I have a tendency never to ask the question to which I actually want the answer, but instead to ask a different question to which the answer will reveal the answer I really want. For example, if I ask "Did you go to the store, today?" I 'm probably not trying to learn whether you went to the store. I might be trying to learn whether you noticed that the car needed fuel.
[quote]ishmaeltheforsaken wrote...
Okay, if I ask you "How did Loghain betray King Cailan?" then I'm conveying that Loghain betrayed King Cailan. Hypothetically, Loghain could have not betrayed Cailan, in which case I've just lied to you with a question. The lie doesn't have to be believed, or even believable. If I ask you "How did Cailan betray Loghain," I have conveyed false
information to you via that question.[/quote]
That's not actually you lying to me. That's you claiming that you're lying to me. Make a statement that's actually false using only a question.
As it happens, the question you've used here could well be used rhetorically by someone who thinks that Cailan didn't betray Loghain. Would that person be spreading lies about his king by asking that question? No.
This isn't so different from the classic question "Have you stopped beating your wife?" This question does not assert that you ever did beat your wife, or even that you have a wife, though many people will incorrectly think it does.
[quote]Catalyst38 wrote...
More on what i ment bye it not being a issue bioware has already said they like this dialog system better then the last so complaining about it now its going to do anything.[/quote]
BioWare always says they like their new system better... until they change it.
[quote]JrayM16 wrote...
http://www.logicalfa...mplex-question/[/quote]
Popular inferences are not necessarily true.
[quote]Alet wrote...
[quote]stephen1493 wrote...
A good example was right after your sibling died. The renegade paraphrase was something along the lines of "we don't have time for this", but the actual saying was Hawke telling his mother that she's threatening all of their lives by freaking out.[/quote]
Which she was, if you consider that darkspawn attacked very quickly after, an attack you might have been able to avoid had you not spent several minutes mourning. It seemed to me that with that response, Hawke's facial
expression was more obviously sad than in response to any other, which I found intruiging.[/quote]
It doesn't matter whether you're right and he's wrong, or vice-versa. As long as reasonable people can disagree about whether a paraphrase works, the system is broken.
[quote]The Ethereal Writer Redux wrote...
Seriously people....
In Origins you could be a douche to people, or sympathetic, or even sarcastic. Example: Oghren asks to tag along. your options:
1)Cross me and you're dead.
2) What makes you think you can trust me?
3) Don't I have enough armed lunatics following me around?
Honestly, this is all the same as what Origins did, just a lot easier to understand. I don't know why people are saying "Hawke's not saying anything I wanted him to say. I've been misled!!"

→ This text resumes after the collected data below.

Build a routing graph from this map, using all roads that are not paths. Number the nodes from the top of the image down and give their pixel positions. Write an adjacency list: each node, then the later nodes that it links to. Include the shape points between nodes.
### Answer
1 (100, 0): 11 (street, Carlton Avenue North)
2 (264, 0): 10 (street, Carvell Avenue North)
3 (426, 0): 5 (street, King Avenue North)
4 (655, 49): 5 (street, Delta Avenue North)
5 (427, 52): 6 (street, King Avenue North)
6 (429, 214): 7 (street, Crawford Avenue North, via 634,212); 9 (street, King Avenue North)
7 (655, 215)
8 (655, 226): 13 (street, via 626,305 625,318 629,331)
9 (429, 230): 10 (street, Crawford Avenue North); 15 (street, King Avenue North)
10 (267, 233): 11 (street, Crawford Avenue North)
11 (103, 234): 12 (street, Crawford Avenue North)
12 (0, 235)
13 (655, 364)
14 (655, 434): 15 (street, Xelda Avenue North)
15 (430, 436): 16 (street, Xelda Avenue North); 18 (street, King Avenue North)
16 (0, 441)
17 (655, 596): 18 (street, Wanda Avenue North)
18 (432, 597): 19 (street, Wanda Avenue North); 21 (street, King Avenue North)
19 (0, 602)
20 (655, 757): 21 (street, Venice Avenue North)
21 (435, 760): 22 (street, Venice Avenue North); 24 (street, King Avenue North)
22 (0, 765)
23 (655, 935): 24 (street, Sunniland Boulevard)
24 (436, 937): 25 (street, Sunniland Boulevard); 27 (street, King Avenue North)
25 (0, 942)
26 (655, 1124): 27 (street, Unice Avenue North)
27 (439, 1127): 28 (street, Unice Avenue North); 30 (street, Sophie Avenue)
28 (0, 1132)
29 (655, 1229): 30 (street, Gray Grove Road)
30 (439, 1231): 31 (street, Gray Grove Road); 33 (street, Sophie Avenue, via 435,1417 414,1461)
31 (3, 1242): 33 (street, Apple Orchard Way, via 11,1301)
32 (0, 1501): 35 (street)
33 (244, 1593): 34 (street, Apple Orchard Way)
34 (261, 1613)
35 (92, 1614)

no you haven't. When your siblings are playing the blame game, and you say "speaking of running...." what comes out of Hawke's mouth is a definite sarcastic joking response, as is the angry fed up response.[/quote]
What Hawke says when you choose "speaking of running" is a reference to some darkspawn that we don't even know are there when we make the choice. We can't possibly have intended that.
[quote]Hawke consoles his mother on sibling's death:
you pick "He won't be alone". Hawke says, "At least Father will have company now." which is entirely accurate on what the wheel presented considering Hawke's father died (yes DIED as in DEAD, meaning he and your sibling are no longer among the living), three years prior to the game's start.[/quote]
Except, again, the game hasn't mentioned yet that Hawke's father is dead, so the player doesn't necessarily know
that. Also, when I chose that option, I meant it to mean that I was going to kill a bunch of other people out of
vengeance, and they would keep him company. But that's nothing at all like what Hawke said.
[quote]soteria wrote...
Are you implying it doesn't work? How about this: "Have you cleaned up the mess upstairs?" More subtlely, questions can imply untruths about the asker, like "Do you know where I could buy a lawnmower?" Deceit in
the form of a question looks different from deceit in the form of a statement, but that should be obvious.[/quote]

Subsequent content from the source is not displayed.